Тем временем мы перешли в столовую, казавшуюся маленькой от несоразмерно огромного и украшенного аляповатой резьбой орехового буфета. Профессор занял председательское место; меня посадили рядом с хозяйкой дома; Зузу с господином Хуртадо сели напротив нас.

Весь во власти своих матримониальных и, увы, запретных мечтаний, я не без тревоги наблюдал за таким соседством. Мысль, что этот длинноволосый и обворожительное дитя – Зузу предназначены друг для друга, не давала мне покоя. Но мало-помалу я убедился в том, что отношения их носят самый непринужденный, дружеский характер, и волнение мое улеглось.
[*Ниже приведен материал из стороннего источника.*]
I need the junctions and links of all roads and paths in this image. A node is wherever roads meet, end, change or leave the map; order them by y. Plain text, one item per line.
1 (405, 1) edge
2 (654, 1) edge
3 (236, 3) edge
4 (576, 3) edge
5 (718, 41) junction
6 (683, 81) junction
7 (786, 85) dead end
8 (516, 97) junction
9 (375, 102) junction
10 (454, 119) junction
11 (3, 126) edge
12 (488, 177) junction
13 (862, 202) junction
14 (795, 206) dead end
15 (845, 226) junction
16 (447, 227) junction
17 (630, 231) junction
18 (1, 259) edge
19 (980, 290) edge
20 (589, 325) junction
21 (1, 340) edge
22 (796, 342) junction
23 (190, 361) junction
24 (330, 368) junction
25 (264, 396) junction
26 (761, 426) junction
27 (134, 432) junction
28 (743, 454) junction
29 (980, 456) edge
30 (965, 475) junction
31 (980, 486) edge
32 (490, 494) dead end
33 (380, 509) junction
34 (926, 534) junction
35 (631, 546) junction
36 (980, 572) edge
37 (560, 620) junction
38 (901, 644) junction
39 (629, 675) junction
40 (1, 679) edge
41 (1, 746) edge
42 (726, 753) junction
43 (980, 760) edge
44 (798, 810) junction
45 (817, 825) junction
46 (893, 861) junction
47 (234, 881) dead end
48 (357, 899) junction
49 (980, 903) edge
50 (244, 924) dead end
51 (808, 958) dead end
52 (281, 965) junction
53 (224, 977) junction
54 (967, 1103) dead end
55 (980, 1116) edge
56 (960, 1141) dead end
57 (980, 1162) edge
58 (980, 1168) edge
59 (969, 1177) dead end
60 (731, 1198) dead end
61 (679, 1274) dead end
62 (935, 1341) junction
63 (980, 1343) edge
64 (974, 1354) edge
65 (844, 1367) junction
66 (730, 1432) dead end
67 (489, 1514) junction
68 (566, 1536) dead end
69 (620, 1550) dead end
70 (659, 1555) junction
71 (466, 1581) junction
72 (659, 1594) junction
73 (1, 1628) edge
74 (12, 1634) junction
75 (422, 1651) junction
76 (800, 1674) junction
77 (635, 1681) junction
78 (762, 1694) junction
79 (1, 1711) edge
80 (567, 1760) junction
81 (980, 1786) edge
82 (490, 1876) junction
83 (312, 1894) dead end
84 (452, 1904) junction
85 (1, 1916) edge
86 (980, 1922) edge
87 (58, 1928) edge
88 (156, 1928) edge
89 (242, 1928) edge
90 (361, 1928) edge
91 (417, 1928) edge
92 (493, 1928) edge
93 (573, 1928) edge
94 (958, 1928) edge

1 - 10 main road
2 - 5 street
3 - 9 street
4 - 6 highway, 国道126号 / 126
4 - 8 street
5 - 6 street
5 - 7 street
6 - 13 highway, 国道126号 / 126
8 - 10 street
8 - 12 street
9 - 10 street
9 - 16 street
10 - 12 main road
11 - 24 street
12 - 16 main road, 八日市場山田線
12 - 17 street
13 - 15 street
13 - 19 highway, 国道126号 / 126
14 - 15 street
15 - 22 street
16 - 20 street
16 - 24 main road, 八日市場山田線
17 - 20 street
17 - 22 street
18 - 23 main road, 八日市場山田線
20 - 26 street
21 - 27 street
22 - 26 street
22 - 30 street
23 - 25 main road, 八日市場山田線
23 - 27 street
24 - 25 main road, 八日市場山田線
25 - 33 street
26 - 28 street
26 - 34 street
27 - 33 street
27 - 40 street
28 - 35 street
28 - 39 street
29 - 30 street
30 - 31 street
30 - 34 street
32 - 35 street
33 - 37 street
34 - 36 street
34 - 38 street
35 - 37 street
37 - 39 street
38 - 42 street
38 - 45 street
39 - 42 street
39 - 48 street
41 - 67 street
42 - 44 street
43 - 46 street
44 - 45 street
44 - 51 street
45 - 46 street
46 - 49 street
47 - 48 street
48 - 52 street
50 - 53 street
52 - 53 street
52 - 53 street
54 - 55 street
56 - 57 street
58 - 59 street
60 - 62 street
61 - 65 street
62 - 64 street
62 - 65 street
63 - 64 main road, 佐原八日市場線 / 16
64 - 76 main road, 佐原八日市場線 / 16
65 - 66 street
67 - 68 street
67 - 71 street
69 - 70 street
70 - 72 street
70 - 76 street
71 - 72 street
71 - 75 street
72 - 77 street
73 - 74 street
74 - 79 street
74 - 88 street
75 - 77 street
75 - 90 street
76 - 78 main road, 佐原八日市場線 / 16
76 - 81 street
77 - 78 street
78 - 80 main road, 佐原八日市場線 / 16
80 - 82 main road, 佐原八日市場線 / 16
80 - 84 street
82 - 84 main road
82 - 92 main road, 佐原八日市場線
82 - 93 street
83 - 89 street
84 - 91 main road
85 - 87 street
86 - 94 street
Немолодая горничная с густыми курчавыми волосами подавала к столу отлично приготовленные блюда. Завтрак состоял из всевозможных закусок (в том числе необыкновенно вкусные местные сардины) и бараньего жаркого, на десерт были поданы безе со сбитыми сливками, а затем еще фрукты и печенье с сыром. Все это полагалось запивать подогретым красным вином, которое дамы мешали с водой, профессор же вообще к нему не притрагивался. Он почему-то счел нужным заметить, что их скромный домашний стол, конечно, не может соперничать с кухней отеля «Савой палас», а Зузу, не дав мне даже рта раскрыть, воскликнула, что я волен был выбирать, где мне сегодня завтракать, и, конечно, не мог надеяться, что для меня здесь станут особенно хлопотать. Положим, для меня похлопотали, но этот пункт я обошел молчанием и начал с того, что ни малейших оснований сожалеть о кухне моего отеля у меня не имеется, что я счастлив сидеть за столом в столь избранном семейном кругу и никогда не забуду, кому я обязан этой радостью и честью. Тут я поцеловал руку сеньоры, но смотрел я при этом на Зузу.

Она ответила мне твердым взглядом из-под чуть принахмуренных бровей, губы у нее были приоткрыты, ноздри трепетали. Я с удовольствием отметил, что душевное спокойствие, характерное для ее обхождения с доном Мигелем, отнюдь не переносилось на обхождение со мной. Она не сводила с меня глаз, не скрываясь, наблюдала за каждым моим движением и откровенно прислушивалась к каждому моему слову, заранее готовая вспыхнуть и сказать какую-нибудь колкость; при этом она ни разу даже не улыбнулась, а только изредка отрывисто и презрительно выдыхала воздух через нос. Короче говоря, мое присутствие побуждало ее к какой-то своеобразной ершистости, даже раздражительности. И кто поставит мне в упрек, что эта, пусть враждебная, заинтересованность в моей особе казалась мне более приятной и обнадеживающей, нежели безразличие!

Разговор, который велся по-французски, хотя мы с профессором изредка обменивались двумя-тремя немецкими словами, и вращался вокруг музея, впечатлений, внушивших мне чувство всесимпатии, а также предстоящего нам посещения ботанического сада, вскоре коснулся темы архитектурных достопримечательностей в окрестностях Лиссабона, которыми мне советовали ни в коем случае не пренебрегать. Я уверял, что меня снедает любопытство и что я ни на минуту не забываю о совете моего достоуважаемого спутника не ограничиваться беглым осмотром Лиссабона, но выкроить побольше времени для основательного ознакомления с ним. Хотя с временем-то у меня как раз и обстоит туговато – в моем маршруте не предусмотрена длительная задержка в Лиссабоне, – но теперь я уже начинаю прикидывать, как бы мне продлить свое здешнее пребывание.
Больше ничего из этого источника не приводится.